The first year after my diagnosis was the hardest. Within two weeks I had told my 12 closest friends. However, I did find it difficult to speak about my HIV more widely. I grasped that I could anticipate a normal lifespan, but at this stage I could not imagine telling my employer or parents. I felt guilt, shame and fear. I was sometimes so unhappy that I even contemplated taking my own life. My biggest regret from this period is not reaching out to access peer support. I needed to speak to other people living with HIV and attending a newly diagnosed peer support group would have been hugely beneficial.

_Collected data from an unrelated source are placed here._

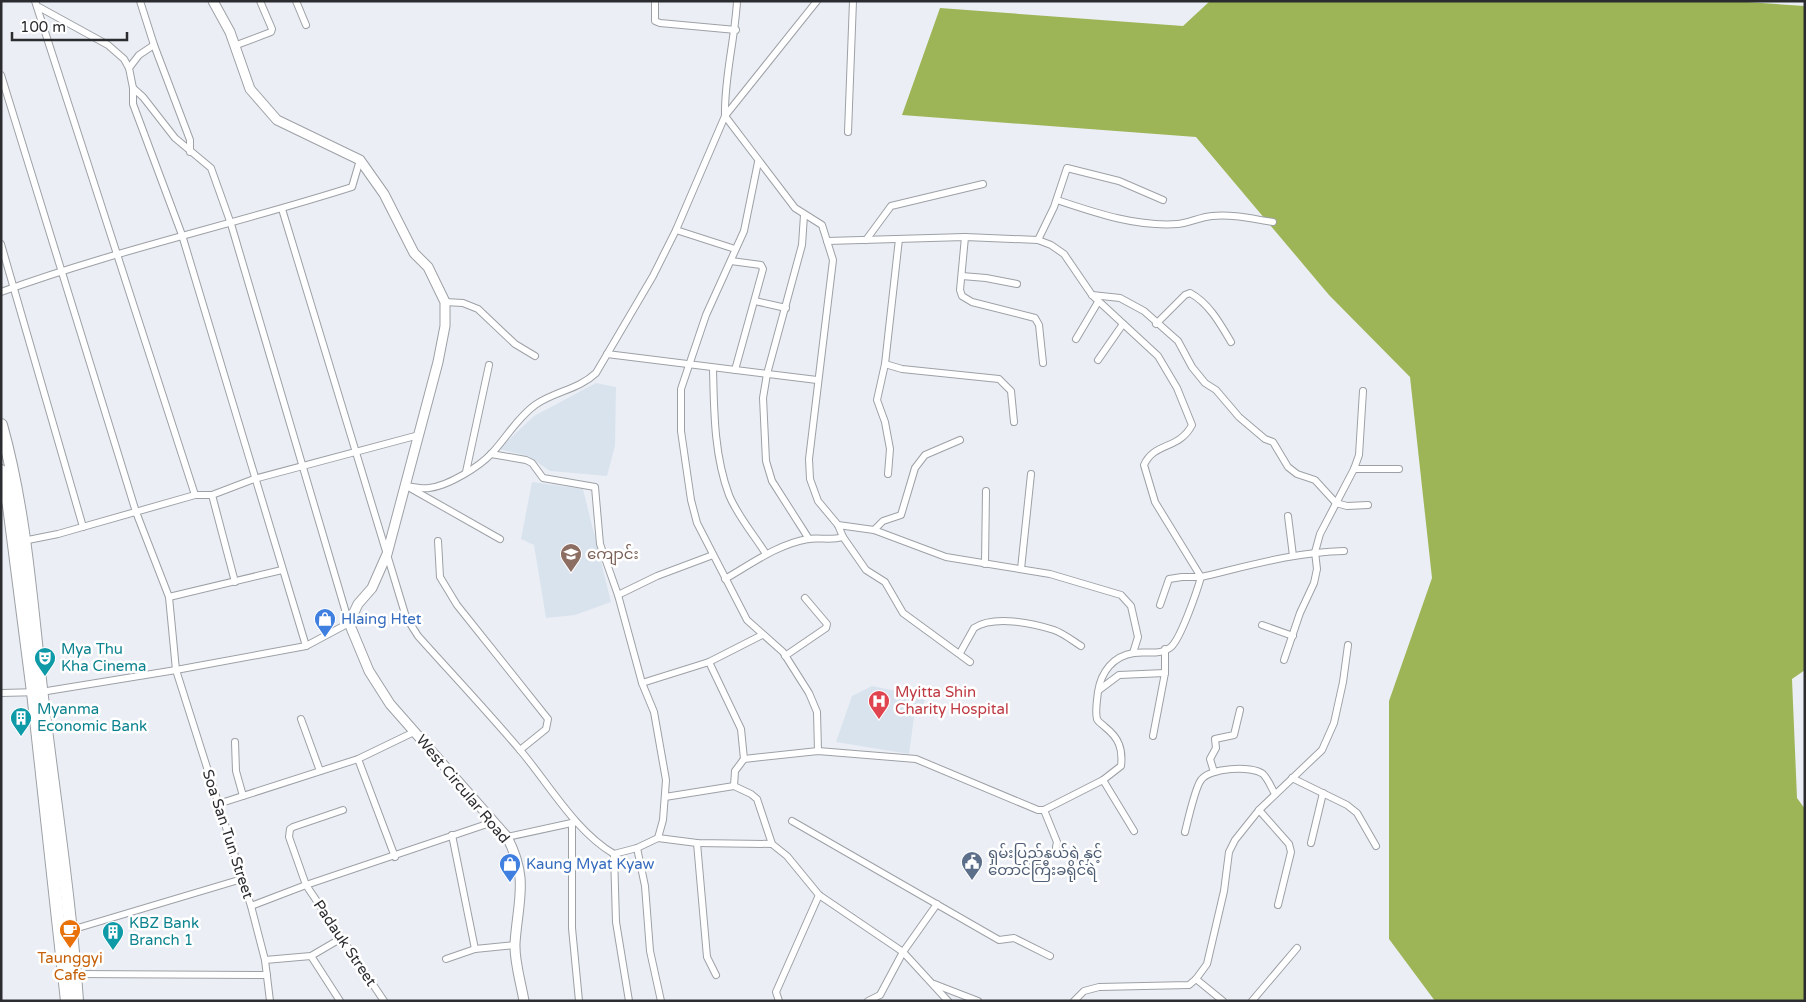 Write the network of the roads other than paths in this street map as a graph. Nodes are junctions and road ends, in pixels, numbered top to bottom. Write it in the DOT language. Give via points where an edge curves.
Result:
graph roads {
  1 [pos="140,1"];
  2 [pos="213,1"];
  3 [pos="260,1"];
  4 [pos="296,1"];
  5 [pos="655,1"];
  6 [pos="737,1"];
  7 [pos="817,1"];
  8 [pos="853,1"];
  9 [pos="36,3"];
  10 [pos="306,25"];
  11 [pos="736,30"];
  12 [pos="154,45"];
  13 [pos="234,46"];
  14 [pos="129,68"];
  15 [pos="1,75"];
  16 [pos="133,88"];
  17 [pos="725,116"];
  18 [pos="848,132"];
  19 [pos="190,152"];
  20 [pos="360,160"];
  21 [pos="758,162"];
  22 [pos="983,184"];
  23 [pos="1057,200"];
  24 [pos="1162,200"];
  25 [pos="282,209"];
  26 [pos="804,215"];
  27 [pos="1273,222"];
  28 [pos="231,224"];
  29 [pos="676,230"];
  30 [pos="182,235"];
  31 [pos="965,237"];
  32 [pos="899,239"];
  33 [pos="866,240"];
  34 [pos="1038,240"];
  35 [pos="827,241"];
  36 [pos="1,244"];
  37 [pos="736,248"];
  38 [pos="119,254"];
  39 [pos="731,260"];
  40 [pos="62,272"];
  41 [pos="962,276"];
  42 [pos="1017,284"];
  43 [pos="14,287"];
  44 [pos="1,292"];
  45 [pos="1092,296"];
  46 [pos="754,301"];
  47 [pos="444,302"];
  48 [pos="1098,302"];
  49 [pos="786,308"];
  50 [pos="1123,324"];
  51 [pos="1156,324"];
  52 [pos="1076,339"];
  53 [pos="1231,342"];
  54 [pos="608,354"];
  55 [pos="536,356"];
  56 [pos="1098,360"];
  57 [pos="1043,363"];
  58 [pos="690,364"];
  59 [pos="885,364"];
  60 [pos="489,365"];
  61 [pos="713,368"];
  62 [pos="735,370"];
  63 [pos="767,374"];
  64 [pos="818,380"];
  65 [pos="1363,391"];
  66 [pos="1014,422"];
  67 [pos="1,425"];
  68 [pos="419,435"];
  69 [pos="960,440"];
  70 [pos="356,452"];
  71 [pos="491,454"];
  72 [pos="303,467"];
  73 [pos="1354,469"];
  74 [pos="1399,469"];
  75 [pos="1,471"];
  76 [pos="466,472"];
  77 [pos="888,474"];
  78 [pos="1031,474"];
  79 [pos="254,480"];
  80 [pos="406,486"];
  81 [pos="986,491"];
  82 [pos="195,495"];
  83 [pos="212,495"];
  84 [pos="1336,503"];
  85 [pos="1368,506"];
  86 [pos="136,512"];
  87 [pos="1288,516"];
  88 [pos="838,525"];
  89 [pos="83,527"];
  90 [pos="874,530"];
  91 [pos="843,537"];
  92 [pos="809,538"];
  93 [pos="500,540"];
  94 [pos="19,541"];
  95 [pos="438,541"];
  96 [pos="1344,551"];
  97 [pos="1315,552"];
  98 [pos="387,554"];
  99 [pos="766,554"];
  100 [pos="713,555"];
  101 [pos="1293,556"];
  102 [pos="985,564"];
  103 [pos="1021,569"];
  104 [pos="282,570"];
  105 [pos="1201,577"];
  106 [pos="725,579"];
  107 [pos="235,582"];
  108 [pos="618,595"];
  109 [pos="169,597"];
  110 [pos="805,598"];
  111 [pos="1160,605"];
  112 [pos="349,623"];
  113 [pos="1262,625"];
  114 [pos="762,635"];
  115 [pos="1293,636"];
  116 [pos="1348,645"];
  117 [pos="306,646"];
  118 [pos="1081,646"];
  119 [pos="1165,649"];
  120 [pos="960,653"];
  121 [pos="1133,653"];
  122 [pos="785,656"];
  123 [pos="1284,660"];
  124 [pos="709,662"];
  125 [pos="970,662"];
  126 [pos="176,670"];
  127 [pos="1165,673"];
  128 [pos="642,684"];
  129 [pos="1098,690"];
  130 [pos="37,692"];
  131 [pos="1,693"];
  132 [pos="1240,710"];
  133 [pos="301,719"];
  134 [pos="414,732"];
  135 [pos="1153,736"];
  136 [pos="235,742"];
  137 [pos="520,750"];
  138 [pos="818,751"];
  139 [pos="358,759"];
  140 [pos="744,759"];
  141 [pos="320,771"];
  142 [pos="1214,772"];
  143 [pos="1292,778"];
  144 [pos="1103,780"];
  145 [pos="734,786"];
  146 [pos="1322,793"];
  147 [pos="1275,794"];
  148 [pos="243,796"];
  149 [pos="665,797"];
  150 [pos="218,804"];
  151 [pos="343,810"];
  152 [pos="1044,810"];
  153 [pos="1259,810"];
  154 [pos="792,821"];
  155 [pos="493,822"];
  156 [pos="575,822"];
  157 [pos="1134,831"];
  158 [pos="1185,832"];
  159 [pos="452,835"];
  160 [pos="507,838"];
  161 [pos="658,838"];
  162 [pos="697,843"];
  163 [pos="1311,843"];
  164 [pos="772,844"];
  165 [pos="1376,846"];
  166 [pos="1056,847"];
  167 [pos="637,848"];
  168 [pos="614,854"];
  169 [pos="394,857"];
  170 [pos="242,879"];
  171 [pos="306,885"];
  172 [pos="819,895"];
  173 [pos="937,904"];
  174 [pos="1278,904"];
  175 [pos="251,906"];
  176 [pos="71,930"];
  177 [pos="340,939"];
  178 [pos="515,945"];
  179 [pos="1297,948"];
  180 [pos="476,949"];
  181 [pos="903,952"];
  182 [pos="311,956"];
  183 [pos="1050,956"];
  184 [pos="446,959"];
  185 [pos="265,960"];
  186 [pos="76,974"];
  187 [pos="267,975"];
  188 [pos="716,976"];
  189 [pos="1196,979"];
  190 [pos="933,984"];
  191 [pos="67,1001"];
  192 [pos="77,1001"];
  193 [pos="270,1001"];
  194 [pos="340,1001"];
  195 [pos="384,1001"];
  196 [pos="524,1001"];
  197 [pos="579,1001"];
  198 [pos="629,1001"];
  199 [pos="661,1001"];
  200 [pos="779,1001"];
  201 [pos="868,1001"];
  202 [pos="948,1001"];
  203 [pos="978,1001"];
  204 [pos="1074,1001"];
  205 [pos="1223,1001"];
  206 [pos="1252,1001"];
  1 -- 12 [label="street"];
  2 -- 13 [label="street"];
  3 -- 13 [label="street" via="271,32"];
  4 -- 10 [label="street"];
  5 -- 11 [label="street" via="655,21 660,23"];
  6 -- 11 [label="street"];
  7 -- 17 [label="street"];
  8 -- 18 [label="street"];
  9 -- 14 [label="street" via="108,45"];
  9 -- 38 [label="street"];
  11 -- 17 [label="street"];
  12 -- 14 [label="street"];
  12 -- 19 [label="street" via="190,140"];
  13 -- 20 [label="street" via="250,89 277,120"];
  14 -- 16 [label="street"];
  15 -- 40 [label="street, Soa San Tun Street"];
  16 -- 19 [label="street" via="174,138"];
  16 -- 30 [label="street" via="132,104"];
  17 -- 21 [label="street"];
  17 -- 29 [label="street"];
  19 -- 28 [label="street" via="211,168"];
  20 -- 25 [label="street" via="352,186"];
  20 -- 47 [label="street" via="384,194 414,253 428,267"];
  21 -- 26 [label="street"];
  21 -- 37 [label="street" via="744,231"];
  22 -- 33 [label="street" via="891,206"];
  23 -- 24 [label="street" via="1067,168 1119,181"];
  23 -- 27 [label="street" via="1135,222 1179,224 1210,216 1232,215"];
  23 -- 34 [label="street"];
  25 -- 28 [label="street"];
  25 -- 70 [label="street"];
  26 -- 35 [label="street" via="822,225"];
  26 -- 49 [label="street" via="802,245"];
  28 -- 30 [label="street"];
  28 -- 72 [label="street"];
  29 -- 37 [label="street"];
  29 -- 54 [label="street"];
  30 -- 38 [label="street"];
  30 -- 79 [label="street"];
  31 -- 32 [label="street"];
  31 -- 34 [label="street"];
  31 -- 41 [label="street"];
  32 -- 33 [label="street"];
  32 -- 59 [label="street"];
  33 -- 35 [label="street"];
  34 -- 45 [label="street" via="1064,254"];
  35 -- 64 [label="street" via="833,260"];
  36 -- 43 [label="street"];
  37 -- 39 [label="street"];
  38 -- 40 [label="street"];
  38 -- 82 [label="street"];
  39 -- 46 [label="street" via="761,265 763,269"];
  39 -- 58 [label="street" via="706,315"];
  40 -- 43 [label="street"];
  40 -- 86 [label="street, Soa San Tun Street"];
  41 -- 42 [label="street"];
  41 -- 57 [label="street" via="960,290 966,299 1035,318 1039,325"];
  43 -- 44 [label="street"];
  43 -- 89 [label="street"];
  45 -- 48 [label="street"];
  45 -- 51 [label="street" via="1120,298 1144,311"];
  46 -- 49 [label="street"];
  46 -- 62 [label="street"];
  47 -- 55 [label="street" via="463,303 478,309 515,344"];
  47 -- 68 [label="street" via="445,326"];
  48 -- 50 [label="street"];
  48 -- 52 [label="street"];
  49 -- 63 [label="street"];
  50 -- 56 [label="street"];
  50 -- 105 [label="street" via="1158,356 1177,388 1192,425 1180,441 1151,453 1144,465 1155,502"];
  51 -- 53 [label="street" via="1190,293 1218,320"];
  51 -- 84 [label="street" via="1178,341 1205,383 1216,390 1239,417 1265,439 1274,442 1288,466 1297,474 1315,480"];
  54 -- 58 [label="street"];
  54 -- 71 [label="street" via="585,383 534,406 513,425"];
  58 -- 61 [label="street"];
  58 -- 100 [label="street" via="681,389 681,431 691,500 697,523"];
  59 -- 66 [label="street" via="902,369 999,379 1011,391"];
  59 -- 77 [label="street" via="877,400 890,449"];
  60 -- 76 [label="street"];
  61 -- 62 [label="street"];
  61 -- 99 [label="street" via="719,454 729,495"];
  62 -- 63 [label="street"];
  63 -- 64 [label="street"];
  63 -- 92 [label="street" via="763,398 766,460 772,481"];
  64 -- 88 [label="street" via="809,459 810,479 818,501"];
  65 -- 73 [label="street" via="1359,455"];
  67 -- 94 [label="highway" via="11,459"];
  68 -- 70 [label="street"];
  68 -- 80 [label="street"];
  69 -- 90 [label="street" via="925,455 915,468 901,515 883,521"];
  70 -- 72 [label="street"];
  70 -- 98 [label="street"];
  71 -- 76 [label="street"];
  71 -- 108 [label="street" via="526,460 543,478 595,487 600,544"];
  72 -- 79 [label="street"];
  72 -- 112 [label="street"];
  73 -- 74 [label="street"];
  73 -- 84 [label="street"];
  75 -- 94 [label="highway"];
  76 -- 80 [label="street" via="446,484 428,488"];
  78 -- 103 [label="street"];
  79 -- 83 [label="street"];
  79 -- 104 [label="street"];
  80 -- 93 [label="street"];
  80 -- 98 [label="street"];
  81 -- 102 [label="street"];
  82 -- 83 [label="street"];
  82 -- 86 [label="street"];
  83 -- 107 [label="street"];
  84 -- 85 [label="street"];
  84 -- 97 [label="street"];
  86 -- 89 [label="street"];
  86 -- 109 [label="street, Soa San Tun Street"];
  87 -- 101 [label="street"];
  88 -- 90 [label="street"];
  88 -- 91 [label="street"];
  89 -- 94 [label="street"];
  90 -- 102 [label="street" via="946,557"];
  91 -- 92 [label="street"];
  91 -- 120 [label="street" via="866,570 885,582 903,613"];
  92 -- 99 [label="street"];
  94 -- 130 [label="highway"];
  95 -- 137 [label="street" via="440,577 447,589 548,719 546,729"];
  96 -- 97 [label="street"];
  97 -- 101 [label="street"];
  97 -- 115 [label="street" via="1318,569"];
  98 -- 112 [label="street" via="372,588 358,604"];
  98 -- 137 [label="street" via="406,617 418,636"];
  99 -- 106 [label="street"];
  100 -- 106 [label="street"];
  100 -- 108 [label="street"];
  101 -- 105 [label="street"];
  102 -- 103 [label="street"];
  103 -- 121 [label="street" via="1050,574 1120,595 1131,606 1138,637"];
  104 -- 107 [label="street"];
  104 -- 117 [label="street"];
  105 -- 111 [label="street" via="1169,579"];
  105 -- 119 [label="street" via="1183,624 1171,647"];
  106 -- 114 [label="street" via="747,620"];
  107 -- 109 [label="street"];
  108 -- 128 [label="street"];
  109 -- 126 [label="street, Soa San Tun Street"];
  110 -- 122 [label="street" via="827,624 826,628"];
  112 -- 117 [label="street"];
  112 -- 134 [label="street, West Circular Road" via="369,671 390,704"];
  113 -- 115 [label="street"];
  114 -- 122 [label="street"];
  114 -- 124 [label="street"];
  115 -- 123 [label="street"];
  116 -- 143 [label="street" via="1334,723 1322,750"];
  117 -- 126 [label="street"];
  118 -- 120 [label="street" via="1056,630 1018,622 990,622 974,628"];
  119 -- 121 [label="street" via="1155,653"];
  119 -- 127 [label="street"];
  120 -- 125 [label="street"];
  121 -- 129 [label="street" via="1112,662"];
  122 -- 138 [label="street" via="800,675 817,712"];
  124 -- 128 [label="street"];
  124 -- 140 [label="street" via="741,729"];
  126 -- 130 [label="street"];
  126 -- 150 [label="street, Soa San Tun Street"];
  127 -- 129 [label="street" via="1119,675"];
  127 -- 135 [label="street"];
  128 -- 149 [label="street" via="654,712 666,780"];
  129 -- 144 [label="street" via="1098,721 1115,735 1122,757 1121,766"];
  130 -- 131 [label="street"];
  130 -- 176 [label="highway"];
  130 -- 191 [label="highway"];
  132 -- 142 [label="street" via="1234,734 1216,739 1216,748 1210,759"];
  133 -- 141 [label="street"];
  134 -- 139 [label="street"];
  134 -- 155 [label="street, West Circular Road"];
  136 -- 148 [label="street" via="236,771"];
  137 -- 156 [label="street"];
  138 -- 140 [label="street"];
  138 -- 152 [label="street" via="916,759 1032,809"];
  139 -- 141 [label="street"];
  139 -- 169 [label="street"];
  140 -- 145 [label="street" via="735,771"];
  141 -- 148 [label="street"];
  142 -- 147 [label="street" via="1257,770"];
  142 -- 158 [label="street" via="1201,780"];
  143 -- 146 [label="street"];
  143 -- 147 [label="street"];
  144 -- 152 [label="street"];
  144 -- 157 [label="street"];
  145 -- 149 [label="street"];
  145 -- 164 [label="street" via="757,799"];
  146 -- 163 [label="street"];
  146 -- 165 [label="street" via="1356,813"];
  147 -- 153 [label="street"];
  148 -- 150 [label="street"];
  149 -- 161 [label="street"];
  150 -- 170 [label="street, Soa San Tun Street"];
  151 -- 171 [label="street, Padauk Street" via="290,829 289,837"];
  152 -- 166 [label="street"];
  153 -- 174 [label="street" via="1289,844 1291,852"];
  153 -- 189 [label="street" via="1229,852 1212,942 1206,964"];
  154 -- 173 [label="street"];
  155 -- 159 [label="street"];
  155 -- 160 [label="street, West Circular Road"];
  156 -- 160 [label="street"];
  156 -- 168 [label="street"];
  156 -- 197 [label="street" via="572,928"];
  159 -- 169 [label="street"];
  159 -- 180 [label="street"];
  160 -- 178 [label="street, West Circular Road" via="519,863 521,878"];
  161 -- 162 [label="street"];
  161 -- 167 [label="street"];
  162 -- 164 [label="street"];
  162 -- 188 [label="street" via="707,958"];
  164 -- 172 [label="street" via="787,856"];
  167 -- 168 [label="street"];
  167 -- 199 [label="street" via="645,886 650,951"];
  168 -- 198 [label="street" via="616,922"];
  169 -- 171 [label="street"];
  170 -- 175 [label="street, Soa San Tun Street"];
  170 -- 176 [label="street"];
  171 -- 175 [label="street"];
  171 -- 177 [label="street, Padauk Street"];
  172 -- 181 [label="street"];
  172 -- 200 [label="street" via="776,992"];
  173 -- 181 [label="street"];
  173 -- 183 [label="street" via="999,940 1014,938"];
  175 -- 185 [label="street, Soa San Tun Street"];
  176 -- 186 [label="highway"];
  177 -- 182 [label="street"];
  177 -- 195 [label="street, Padauk Street"];
  178 -- 180 [label="street"];
  178 -- 196 [label="street, West Circular Road"];
  179 -- 206 [label="street"];
  180 -- 184 [label="street"];
  181 -- 190 [label="street"];
  181 -- 201 [label="street" via="880,995"];
  182 -- 185 [label="street"];
  182 -- 194 [label="street"];
  185 -- 187 [label="street, Soa San Tun Street"];
  186 -- 187 [label="street"];
  186 -- 192 [label="highway"];
  187 -- 193 [label="street, Soa San Tun Street"];
  189 -- 204 [label="street" via="1189,985 1099,987 1084,992"];
  189 -- 205 [label="street"];
  190 -- 202 [label="street"];
  190 -- 203 [label="street"];
}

I am now an HIV activist and writer. Between 2010 and the end of 2012 I came to terms with my HIV diagnosis and, from 2013, I started to look outwards. I was working as a lawyer and hosted several Supper Club dinners for the Terrence Higgins Trust to raise funds for other people living with HIV. As I became involved with HIV activism, I realised that this was where my real passion lay.

I was fortunate to be offered a column with The Huffington Post in 2014, where I reflected on a life living with HIV. I speak out on a range of human rights issues, although HIV, hepatitis C, LGBTQ issues, homelessness and faith inclusion remain at the core of my message. I left my career as a lawyer to become a full-time activist in 2015. I now write for many different publications, including Gay Times. Gay Times have always been at the forefront of LGBTQ and HIV campaigning, so I am pleased to be a part of that tradition.

Philip Baldwin

Related: HIV diagnoses are falling in the UK, but this is no time for complacency

I visit schools as a Stonewall Role Model, discussing coming out and faith. I am working on a semi-autobiographical book on stigma called Positive Damage. My metamorphosis from terrified patient to outspoken activist took a number of years, but I am now more empowered and happier than I have been at any other time in my life.

The medical situation around HIV has also changed dramatically. When I was diagnosed with HIV, NHS policy was to advise patients to wait to commence treatment until their CD4 count, a measure of white blood cells, had fallen to between 300 and 500. CD4 cells fight infection and a normal range is said to be between 500 and 1,500.

I did not start HIV medication until December 2012, my CD4 count falling significantly between September and December 2012. The START trial, the results of which were released in 2015, showed decisively that patients should commence treatment as soon as possible following their diagnosis, reducing the capacity for the virus to damage the immune system.

Furthermore, studies such as PARTNER and PARTNER 2, have shown that once an HIV positive person is on effective treatment they can’t pass it on. Commencing treatment as soon as possible after diagnosis not only protects the patient, but prevents onwards transmission.

Equally revolutionary has been the emergence of Pre-Exposure Prophylaxis (PrEP). PrEP is a drug taken by HIV-negative people that prevents the transmission of HIV. On two occasions prior to my HIV diagnosis in 2010, I had taken Post-Exposure Prophylaxis, a combination of HIV medications which, if administered within 72 hours of exposure, can prevent the HIV virus from taking hold. It was not until 2014/2015 that PrEP started to become available privately in the UK, but had it been available in 2010 I might not be HIV positive today.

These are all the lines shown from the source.